U.S. Banks Stock Outlook – August 2015

Back-to-back thriving quarters and prospects of a favorable economy place U.S. banks near the trajectory of consistent growth. Albeit an impressive post-crisis journey, the industry’s success trail hasn’t been consistent, with new challenges often dragging on its players’ performances.

Along with the ramifications of past wrongdoings, a host of new issues — cybercrime, regulatory compliance and unconventional competition, to name a few — have been denting the financials. But sharper focus on reducing needless expenses by reorganizing business and a greater role of revenues in boosting the bottom line are gradually making the growth path steadier.

Another catalyst is the impending interest rate hike, which might bring further stability to top-line generation. With the change in the interest rate environment, banks will see easing pressure on net interest margins and better mortgage activity. But this may not act as a significant support immediately because it will take some time for the rates to return to their pre-recession levels.

The biggest benefit is likely to be in the interest rate spread. While lending rates will improve in a higher interest rate environment, deposit rates will not rise much as banks already have excess deposits. Actually, they will not have to compete to maintain the required deposits.

Let’s take a look at the key trends that the industry has been witnessing:

Mortgage Business: With a low rate environment encouraging people to refinance home loans, the industry is seeing an uptick in mortgage activity. While there have been fewer avenues for fresh originations so far, a likely improvement in real estate lending (in particular the residential side) should lift origination volume. But the overall declining trend of outstanding mortgage loans might persist, as the rate of mortgage originations will take a decent time to beat the rate at which mortgage loans have been repaid or charged off.      

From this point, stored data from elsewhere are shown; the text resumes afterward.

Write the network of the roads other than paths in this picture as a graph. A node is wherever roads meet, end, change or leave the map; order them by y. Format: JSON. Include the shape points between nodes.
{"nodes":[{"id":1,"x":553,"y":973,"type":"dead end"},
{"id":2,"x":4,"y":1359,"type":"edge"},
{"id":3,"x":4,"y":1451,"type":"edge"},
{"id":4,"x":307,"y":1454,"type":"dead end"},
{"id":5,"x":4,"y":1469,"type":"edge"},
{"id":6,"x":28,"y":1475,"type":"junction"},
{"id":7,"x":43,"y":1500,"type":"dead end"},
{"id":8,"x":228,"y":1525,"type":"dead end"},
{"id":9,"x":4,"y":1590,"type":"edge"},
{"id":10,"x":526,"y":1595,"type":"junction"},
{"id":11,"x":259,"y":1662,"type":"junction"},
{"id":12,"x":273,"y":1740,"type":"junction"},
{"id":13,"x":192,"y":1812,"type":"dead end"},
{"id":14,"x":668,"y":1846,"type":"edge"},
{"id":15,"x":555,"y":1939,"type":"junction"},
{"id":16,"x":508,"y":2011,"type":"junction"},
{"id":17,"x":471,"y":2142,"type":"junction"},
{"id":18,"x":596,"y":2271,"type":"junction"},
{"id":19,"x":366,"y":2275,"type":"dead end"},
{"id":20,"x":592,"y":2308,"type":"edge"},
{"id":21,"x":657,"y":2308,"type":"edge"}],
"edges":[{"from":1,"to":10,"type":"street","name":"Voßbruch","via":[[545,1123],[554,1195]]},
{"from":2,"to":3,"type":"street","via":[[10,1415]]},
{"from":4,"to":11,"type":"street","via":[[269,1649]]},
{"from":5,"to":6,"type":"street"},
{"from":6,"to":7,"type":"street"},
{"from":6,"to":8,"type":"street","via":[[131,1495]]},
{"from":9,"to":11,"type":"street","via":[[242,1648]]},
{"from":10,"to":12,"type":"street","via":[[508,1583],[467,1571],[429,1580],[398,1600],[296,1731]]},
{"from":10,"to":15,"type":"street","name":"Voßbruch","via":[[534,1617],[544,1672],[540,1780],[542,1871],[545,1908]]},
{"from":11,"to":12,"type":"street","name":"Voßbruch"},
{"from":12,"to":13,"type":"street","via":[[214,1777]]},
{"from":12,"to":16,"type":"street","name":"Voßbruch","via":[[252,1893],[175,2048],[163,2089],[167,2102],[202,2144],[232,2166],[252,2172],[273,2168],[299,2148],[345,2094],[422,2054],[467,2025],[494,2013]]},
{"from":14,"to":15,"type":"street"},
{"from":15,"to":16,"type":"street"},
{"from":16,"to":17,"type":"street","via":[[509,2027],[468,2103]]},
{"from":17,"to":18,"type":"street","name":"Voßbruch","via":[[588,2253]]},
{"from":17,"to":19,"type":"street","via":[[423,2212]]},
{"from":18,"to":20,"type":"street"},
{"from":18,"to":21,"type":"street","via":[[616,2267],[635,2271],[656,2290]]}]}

Trading Activity: Higher volatility induced by macro events should favor trading activities at U.S. banks. However, the impact of global growth worries on bond yields and currency exchange rates might significantly dampen the benefits. Overall, trading activity is likely to remain subdued, particularly given the cautious steps taken by investors amid uncertainties surrounding the global economy. Even if trading volumes expand, this will have little effect on revenues thanks to customers’ increased preference for electronic trading to save charges.   

While trading revenues don’t generally indicate a bank’s real performance given the unstable nature of this activity, it is a large component of non-interest revenues for some of the major banks including Citigroup Inc. (C - Analyst Report), JPMorgan Chase & Co. (JPM - Analyst Report) and Bank of America Corp. (BAC - Analyst Report).

Investment Banking: With M&A activities and IPOs working in favor, the generation of advisory and underwriting revenues did not slow down. While this trend is expected to continue for some time, the equities division might slip on cautious steps by investors amid global growth concerns. Overall, investment banking might not contribute significantly to total revenues in the quarters ahead.

Loan Volumes: Overall loan growth is expected to improve on greater demand for commercial and real estate loans. Backed by economic recovery, the areas of auto, credit cards and student lending should also lift the fortunes of banks.